Se sobrar dinheiro, contamos requisitar os serviços dos gaiteiros de Milfontes que, caso aceitem, brindarão todos os presentes com uma sinfonia de acordes à moda de Viena ou, em alternativa, um fandango albicastrense.

A todos os convidados será solicitado traje de gala, que pode ser adquirido nas nossas instalações até dois dias antes do evento. O uso de chapéu é facultativo e os sapatos não podem ser rasos.

Este será o primeiro de muitos encontros previstos.
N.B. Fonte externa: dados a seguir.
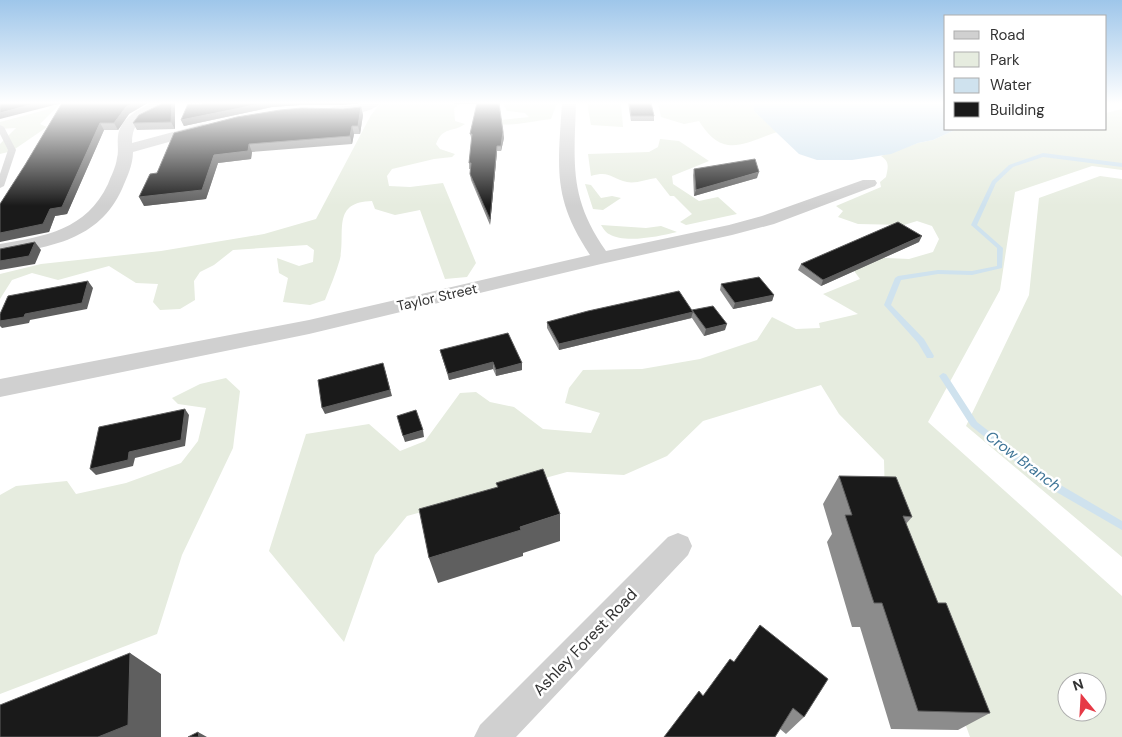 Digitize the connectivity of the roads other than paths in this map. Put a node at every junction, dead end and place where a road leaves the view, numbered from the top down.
1 (6, 137) edge
2 (126, 137) edge
3 (165, 137) edge
4 (569, 137) edge
5 (124, 150) junction
6 (869, 183) dead end
7 (0, 186) edge
8 (0, 250) edge
9 (601, 258) junction
10 (0, 388) edge
11 (678, 546) dead end
12 (492, 737) edge

1 - 7 lane
2 - 5 street
3 - 5 street
4 - 9 street
5 - 8 street
6 - 9 street, Taylor Street
9 - 10 street, Taylor Street
11 - 12 street, Ashley Forest Road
A seu tempo honraremos os percursos dos gagos assobiadores de andaime, as costureiras de corta casaca à tesourada e os arquivistas de manuscritos da Biblioteca que vai ser construída nos antigos terrenos da Feira Popular.
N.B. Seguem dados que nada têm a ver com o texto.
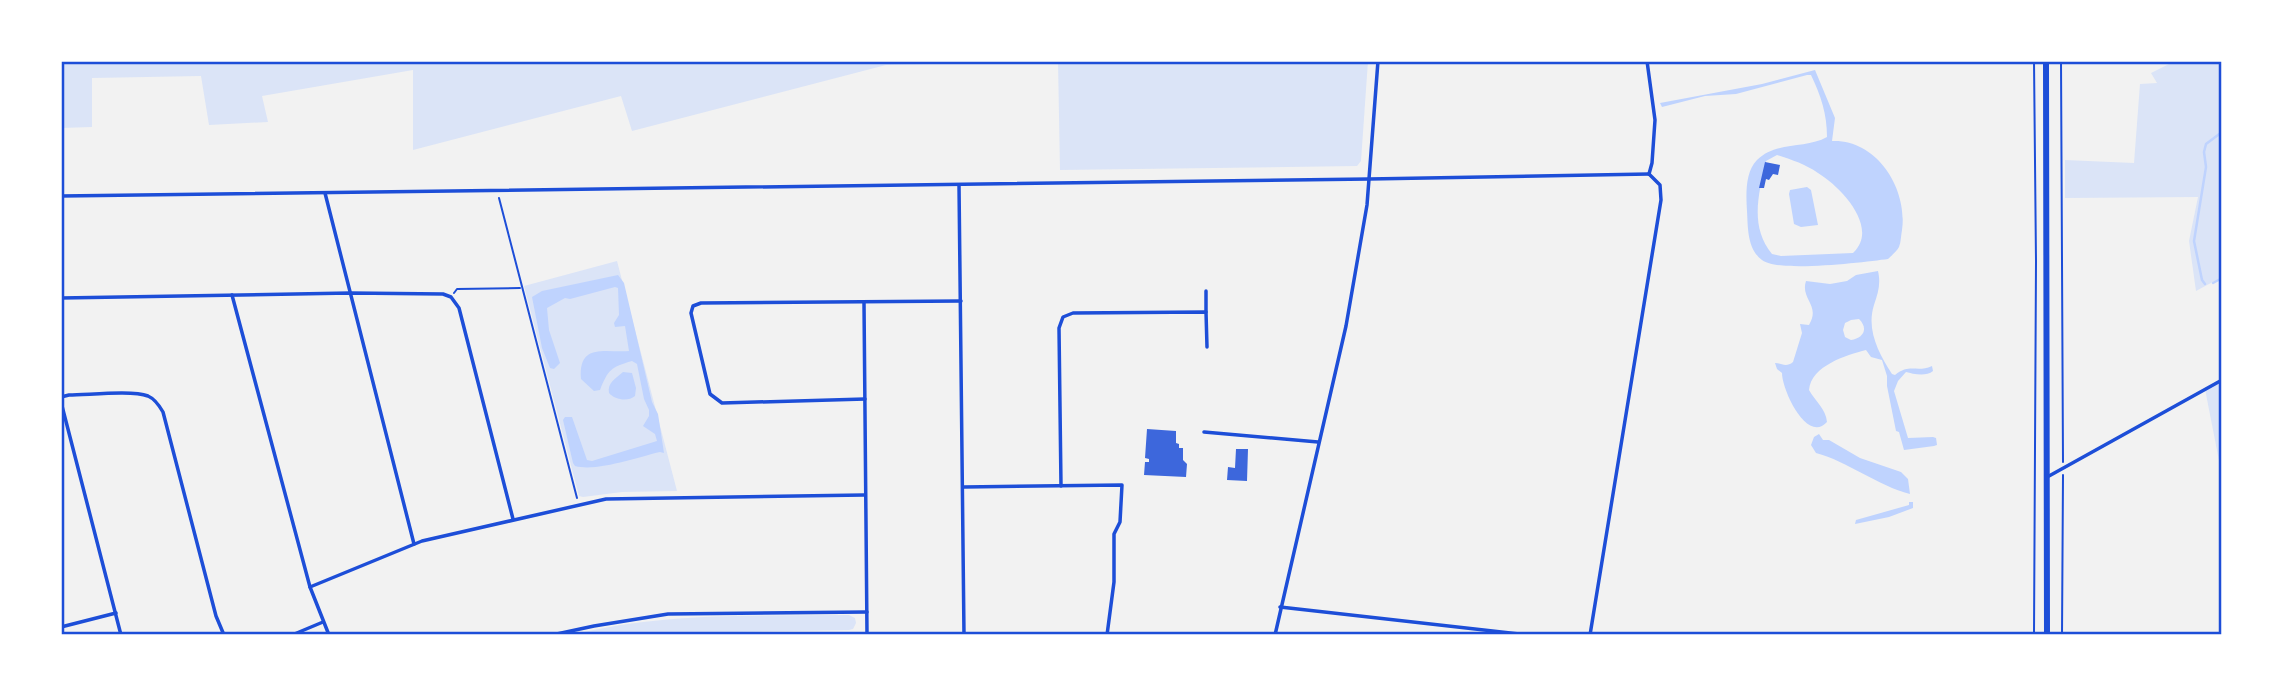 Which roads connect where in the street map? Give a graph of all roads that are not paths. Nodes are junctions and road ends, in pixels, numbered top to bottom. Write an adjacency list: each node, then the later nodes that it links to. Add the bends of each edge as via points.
1 (1378, 61): 5 (street)
2 (1647, 61): 4 (street, via 1655,120)
3 (2046, 61): 22 (main road)
4 (1649, 174): 5 (street); 48 (street, via 1660,185 1661,200)
5 (1369, 179): 6 (street); 21 (street, via 1346,326)
6 (958, 185): 7 (street); 13 (street)
7 (325, 193): 8 (street); 10 (street)
8 (61, 196)
9 (1206, 291): 15 (street)
10 (350, 293): 11 (street); 26 (street, via 443,294 452,298 459,308); 27 (street)
11 (232, 295): 12 (street); 28 (street)
12 (61, 298)
13 (961, 302): 14 (street); 24 (street)
14 (864, 303): 18 (street); 18 (street, via 701,303 691,313 710,394 722,403)
15 (1206, 312): 16 (street); 23 (street, via 1073,313 1063,317 1059,328)
16 (1207, 347)
17 (2222, 380): 22 (street)
18 (864, 399): 25 (street)
19 (61, 400): 31 (street); 37 (street, via 69,395 138,394 159,405)
20 (1204, 432): 21 (street)
21 (1318, 442): 29 (street)
22 (2047, 477): 49 (main road)
23 (1061, 486): 24 (street); 44 (street, via 1122,485)
24 (964, 487): 43 (street)
25 (864, 495): 26 (street, via 606,499); 30 (street)
26 (513, 519): 27 (street)
27 (414, 544): 28 (street)
28 (310, 587): 32 (street)
29 (1280, 607): 34 (street); 45 (street)
30 (867, 612): 35 (street); 40 (street, via 668,614)
31 (116, 613): 33 (street); 36 (street)
32 (323, 621): 38 (street); 39 (street)
33 (61, 627)
34 (1461, 627): 46 (street); 47 (street)
35 (867, 633): 41 (street); 42 (street)
36 (121, 635)
37 (224, 635)
38 (292, 635)
39 (329, 635)
40 (552, 635)
41 (768, 635)
42 (884, 635)
43 (964, 635)
44 (1107, 635)
45 (1275, 635)
46 (1460, 635)
47 (1528, 635)
48 (1590, 635)
49 (2047, 635)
Informamos que o acesso pode ser feito através de qualquer meio de transporte, com excepção dos aéreos porque é muito difícil encontrar um espaço com heliporto.

domingo, 11 de janeiro de 2026

No fundo do baú 74 Emanuel Lomelino

Há quem acredite no altruísmo das palavras, mas só um incauto pode perspectivar bondade numa conjugação verbal que impõe em vez de sugerir ou, quanto muito, ordena no lugar de colocar à consideração.

Até as pedras, sejam de calcário ou basalto, conseguem transmitir mais leveza do que os discursos militarizados, mesmo ao som de polcas e corridinhos, feitos à medida dos substitutos dos tubos catódicos.

Deixou de existir temperança e vergonha nas faces artificialmente bronzeadas porque o Zé do Manguito continua a preferir sopas e descanso em vez que tirar os suspensórios e mostrar o Judas arranhado.

Havendo música, couratos assados e uma reles esferográfica timbrada, aparecem logo magotes de desocupados intelectuais predispostos a agitarem bandeiras e bandeirolas ao vento carvoeiro, enquanto os copos não secam a cevada quente.

O despertar vem depois, quando os mesmos fidalgos movidos a rancho folclórico, descobrem que, afinal, a caridade é um caça-níqueis faminto e sem escrúpulos, e resolvem lançar outras bandeiras ao vento, soltar verbos pedintes e arrastar as carcaças pálidas no meio da urbe de cintos apertados, como fossem todos sócios-fundadores da liga dos revoltados surpreendidos, mas sem cotas pagas e com o tempo caducado.

sábado, 10 de janeiro de 2026

No fundo do baú 73 - Emanuel Lomelino

Não existe melhor forma de exercer a individualidade plena, sem cair no descrédito de confundir o seu significado, do que a arte de pensar, e desta premissa nasceram todas as preciosas definições de liberdade, mas também alguns enganos – porque nem todos os filhos do pensamento são sensatos.

Há aqueles que renegam, mais de três vezes, a equidade e preferem as pirâmides (mesmo invertidas) em detrimento de linhas rectas (mesmo paralelas).

Esses podem ser identificados pelo som elevado das suas vozes argumentativas, pois, acreditam na imposição e nos dogmas, e desconhecem o que significa pluralidade e livre-arbítrio.

Depois temos os que desconhecem que os pensamentos podem ser como o ferro forjado e que, quando nas mãos de um bom artesão, podem transformar-se em autênticas preciosidades, mas, quando molhados pela ignorância ou preguiça, também enferrujam. E um pensamento enferrujado, por mais forte que pareça, facilmente é quebrado.